A domain or business logic function should accept values and return new values without
performing I/O. A function that contains computation (sorting, filtering, ranking, validation,
pricing, scheduling) is difficult to test and reason about when it also performs I/O. Look for
functions that mix both:

- Direct calls into database/sql, sqlx, pgx, or any ORM package alongside business logic
- Outbound HTTP calls (http.Get, http.Post, http.Client.Do) or gRPC client calls alongside
computation — move the I/O to the caller and pass the result in as a parameter
- time.Now() — inject the current time as a parameter; a hidden time.Now() call makes the
function non-deterministic and causes intermittent test failures
- rand.Float64(), rand.Intn(), or any global random call — inject the rand.Source or the
already-generated value; global random state cannot be controlled in tests
- os.Getenv, os.ReadFile, os.Open, or direct filesystem access — read at the boundary and
pass values in; domain functions should not know where configuration comes from
- Dependency accepted as a concrete struct type rather than an interface — concrete types
make the function untestable without the real implementation; accept the narrowest interface
that provides the methods the function actually calls

## Mutation

- Method mutates a field on its receiver when it could return a new value — domain types
should be transformed (accept value, return new value), not mutated in place; receiver
mutation makes behavior invisible to callers that hold the original value
- Function modifies a slice or map passed as a parameter — return a new collection so callers
are not surprised by hidden side effects on their own data structures

## Shell Code Absorbing Logic

The imperative shell (service methods, HTTP handlers, background workers) should be a flat
sequence of I/O calls and value assignments with minimal branching.

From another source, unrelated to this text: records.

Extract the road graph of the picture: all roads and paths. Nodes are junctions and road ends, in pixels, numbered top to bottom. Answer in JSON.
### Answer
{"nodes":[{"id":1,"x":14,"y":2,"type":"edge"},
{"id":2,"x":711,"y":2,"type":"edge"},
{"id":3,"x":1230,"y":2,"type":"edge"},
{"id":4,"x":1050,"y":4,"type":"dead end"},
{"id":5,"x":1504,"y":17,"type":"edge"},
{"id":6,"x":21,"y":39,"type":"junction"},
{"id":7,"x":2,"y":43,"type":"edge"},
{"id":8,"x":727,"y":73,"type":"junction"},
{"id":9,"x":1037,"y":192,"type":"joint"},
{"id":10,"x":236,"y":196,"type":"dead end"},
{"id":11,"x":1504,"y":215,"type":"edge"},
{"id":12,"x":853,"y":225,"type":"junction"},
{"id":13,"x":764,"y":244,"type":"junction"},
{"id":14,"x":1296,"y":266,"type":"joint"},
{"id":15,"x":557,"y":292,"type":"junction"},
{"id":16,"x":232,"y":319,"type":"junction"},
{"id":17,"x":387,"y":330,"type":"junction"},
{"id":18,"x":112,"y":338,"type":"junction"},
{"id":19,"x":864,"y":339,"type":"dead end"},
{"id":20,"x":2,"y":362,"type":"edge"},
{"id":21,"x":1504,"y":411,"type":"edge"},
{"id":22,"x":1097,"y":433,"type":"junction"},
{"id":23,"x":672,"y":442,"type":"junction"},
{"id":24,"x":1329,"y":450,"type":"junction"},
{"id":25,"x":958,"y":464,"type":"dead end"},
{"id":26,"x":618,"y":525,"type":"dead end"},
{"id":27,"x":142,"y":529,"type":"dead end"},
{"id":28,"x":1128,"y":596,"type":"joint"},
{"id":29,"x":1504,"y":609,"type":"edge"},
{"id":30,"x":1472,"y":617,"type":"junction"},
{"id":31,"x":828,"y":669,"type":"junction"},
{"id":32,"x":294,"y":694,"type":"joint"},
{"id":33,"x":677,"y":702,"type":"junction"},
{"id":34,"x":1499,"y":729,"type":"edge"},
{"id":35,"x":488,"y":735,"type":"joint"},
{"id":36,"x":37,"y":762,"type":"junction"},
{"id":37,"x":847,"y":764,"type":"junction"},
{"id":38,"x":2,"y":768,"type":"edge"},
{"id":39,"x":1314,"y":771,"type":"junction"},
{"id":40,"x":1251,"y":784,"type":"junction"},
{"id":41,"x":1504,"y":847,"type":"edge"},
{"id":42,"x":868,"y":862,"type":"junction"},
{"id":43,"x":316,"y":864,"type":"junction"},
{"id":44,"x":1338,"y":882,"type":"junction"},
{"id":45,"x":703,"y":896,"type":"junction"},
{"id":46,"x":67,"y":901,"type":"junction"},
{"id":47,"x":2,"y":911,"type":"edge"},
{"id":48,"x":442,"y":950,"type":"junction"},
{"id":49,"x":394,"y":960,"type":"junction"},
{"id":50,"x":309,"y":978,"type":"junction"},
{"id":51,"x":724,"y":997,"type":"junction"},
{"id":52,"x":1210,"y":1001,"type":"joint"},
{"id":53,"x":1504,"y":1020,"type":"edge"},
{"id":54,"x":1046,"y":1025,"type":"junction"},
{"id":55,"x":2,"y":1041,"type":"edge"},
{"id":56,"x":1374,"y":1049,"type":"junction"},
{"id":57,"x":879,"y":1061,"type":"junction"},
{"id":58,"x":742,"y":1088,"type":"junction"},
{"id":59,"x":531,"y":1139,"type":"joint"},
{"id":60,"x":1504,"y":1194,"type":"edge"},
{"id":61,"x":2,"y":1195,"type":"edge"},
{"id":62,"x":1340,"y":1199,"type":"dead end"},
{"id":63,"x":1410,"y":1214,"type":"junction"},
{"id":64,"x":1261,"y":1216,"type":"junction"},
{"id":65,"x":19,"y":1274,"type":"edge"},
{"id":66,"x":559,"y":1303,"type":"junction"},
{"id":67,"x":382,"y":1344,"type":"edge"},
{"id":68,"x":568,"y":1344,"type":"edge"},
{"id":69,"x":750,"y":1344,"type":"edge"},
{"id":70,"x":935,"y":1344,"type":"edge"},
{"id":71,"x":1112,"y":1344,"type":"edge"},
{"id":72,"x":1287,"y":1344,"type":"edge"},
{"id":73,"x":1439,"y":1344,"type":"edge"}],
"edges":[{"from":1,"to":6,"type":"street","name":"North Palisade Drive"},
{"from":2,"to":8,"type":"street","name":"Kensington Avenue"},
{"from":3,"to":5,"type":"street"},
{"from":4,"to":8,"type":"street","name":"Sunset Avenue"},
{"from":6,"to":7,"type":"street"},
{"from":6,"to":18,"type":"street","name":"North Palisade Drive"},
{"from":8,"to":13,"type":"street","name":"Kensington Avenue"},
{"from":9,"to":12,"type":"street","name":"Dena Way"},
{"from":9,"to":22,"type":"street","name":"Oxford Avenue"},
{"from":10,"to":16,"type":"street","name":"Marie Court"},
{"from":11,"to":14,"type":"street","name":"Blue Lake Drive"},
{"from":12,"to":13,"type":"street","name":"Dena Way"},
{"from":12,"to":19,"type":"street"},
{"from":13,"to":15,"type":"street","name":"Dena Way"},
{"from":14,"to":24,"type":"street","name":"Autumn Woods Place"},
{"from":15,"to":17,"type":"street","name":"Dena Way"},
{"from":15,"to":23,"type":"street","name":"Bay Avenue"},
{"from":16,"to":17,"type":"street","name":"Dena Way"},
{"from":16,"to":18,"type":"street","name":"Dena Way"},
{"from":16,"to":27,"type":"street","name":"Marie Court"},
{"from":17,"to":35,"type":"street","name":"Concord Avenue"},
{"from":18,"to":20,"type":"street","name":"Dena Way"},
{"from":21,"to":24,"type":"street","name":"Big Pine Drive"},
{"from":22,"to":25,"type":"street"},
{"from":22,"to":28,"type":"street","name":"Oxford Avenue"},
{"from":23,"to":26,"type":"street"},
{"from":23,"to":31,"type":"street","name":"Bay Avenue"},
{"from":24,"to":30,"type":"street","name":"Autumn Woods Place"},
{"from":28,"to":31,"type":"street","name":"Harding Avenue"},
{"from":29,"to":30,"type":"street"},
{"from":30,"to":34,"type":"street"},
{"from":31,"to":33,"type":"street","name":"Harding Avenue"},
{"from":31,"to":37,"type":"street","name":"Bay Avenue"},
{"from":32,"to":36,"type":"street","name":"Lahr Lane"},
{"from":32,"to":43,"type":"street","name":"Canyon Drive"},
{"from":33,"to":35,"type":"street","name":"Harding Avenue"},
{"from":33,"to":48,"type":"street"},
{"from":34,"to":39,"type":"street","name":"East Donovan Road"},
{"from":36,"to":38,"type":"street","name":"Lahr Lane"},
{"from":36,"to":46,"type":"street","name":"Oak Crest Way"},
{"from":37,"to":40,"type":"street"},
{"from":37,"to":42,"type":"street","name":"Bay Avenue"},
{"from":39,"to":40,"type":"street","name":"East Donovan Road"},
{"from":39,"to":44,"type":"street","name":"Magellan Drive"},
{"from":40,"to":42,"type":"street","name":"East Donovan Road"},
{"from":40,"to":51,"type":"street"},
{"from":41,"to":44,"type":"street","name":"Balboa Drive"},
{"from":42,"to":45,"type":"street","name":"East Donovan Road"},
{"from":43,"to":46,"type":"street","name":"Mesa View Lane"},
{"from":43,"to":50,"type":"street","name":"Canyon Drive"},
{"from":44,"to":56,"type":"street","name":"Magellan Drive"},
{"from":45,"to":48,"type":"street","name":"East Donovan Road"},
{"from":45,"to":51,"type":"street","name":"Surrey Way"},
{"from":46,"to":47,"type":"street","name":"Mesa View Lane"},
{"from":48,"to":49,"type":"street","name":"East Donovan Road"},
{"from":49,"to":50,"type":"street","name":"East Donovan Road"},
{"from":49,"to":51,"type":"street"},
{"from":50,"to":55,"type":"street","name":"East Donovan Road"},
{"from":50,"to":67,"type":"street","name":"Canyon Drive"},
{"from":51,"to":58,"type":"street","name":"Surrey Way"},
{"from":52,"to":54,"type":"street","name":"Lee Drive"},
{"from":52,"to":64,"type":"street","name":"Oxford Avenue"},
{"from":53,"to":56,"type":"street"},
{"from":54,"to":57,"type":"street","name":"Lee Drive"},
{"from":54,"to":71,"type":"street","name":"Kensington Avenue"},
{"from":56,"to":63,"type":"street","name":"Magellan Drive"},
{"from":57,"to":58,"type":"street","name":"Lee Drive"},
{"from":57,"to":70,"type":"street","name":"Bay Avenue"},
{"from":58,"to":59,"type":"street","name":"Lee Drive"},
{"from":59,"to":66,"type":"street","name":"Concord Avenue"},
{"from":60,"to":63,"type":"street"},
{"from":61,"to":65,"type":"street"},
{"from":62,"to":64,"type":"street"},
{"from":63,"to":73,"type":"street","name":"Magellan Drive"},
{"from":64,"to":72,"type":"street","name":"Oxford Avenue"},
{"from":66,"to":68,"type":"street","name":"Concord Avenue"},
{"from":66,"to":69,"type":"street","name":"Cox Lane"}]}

When the shell accumulates
logic it can no longer be understood without reading it all, and that logic cannot be tested
without triggering I/O. Look for:

- Sorting, filtering, ranking, or business rule evaluation done inline in a service method or
handler body rather than delegated to a pure function — extract the computation; call it
with real values in the shell
- Shell code with three or more conditional branches where the branch condition depends only
on values already in scope (no I/O needed to resolve it) — this logic belongs in a pure function

Do not flag I/O in functions whose documented purpose is I/O (repository methods, HTTP
handlers, background pollers, main wiring code).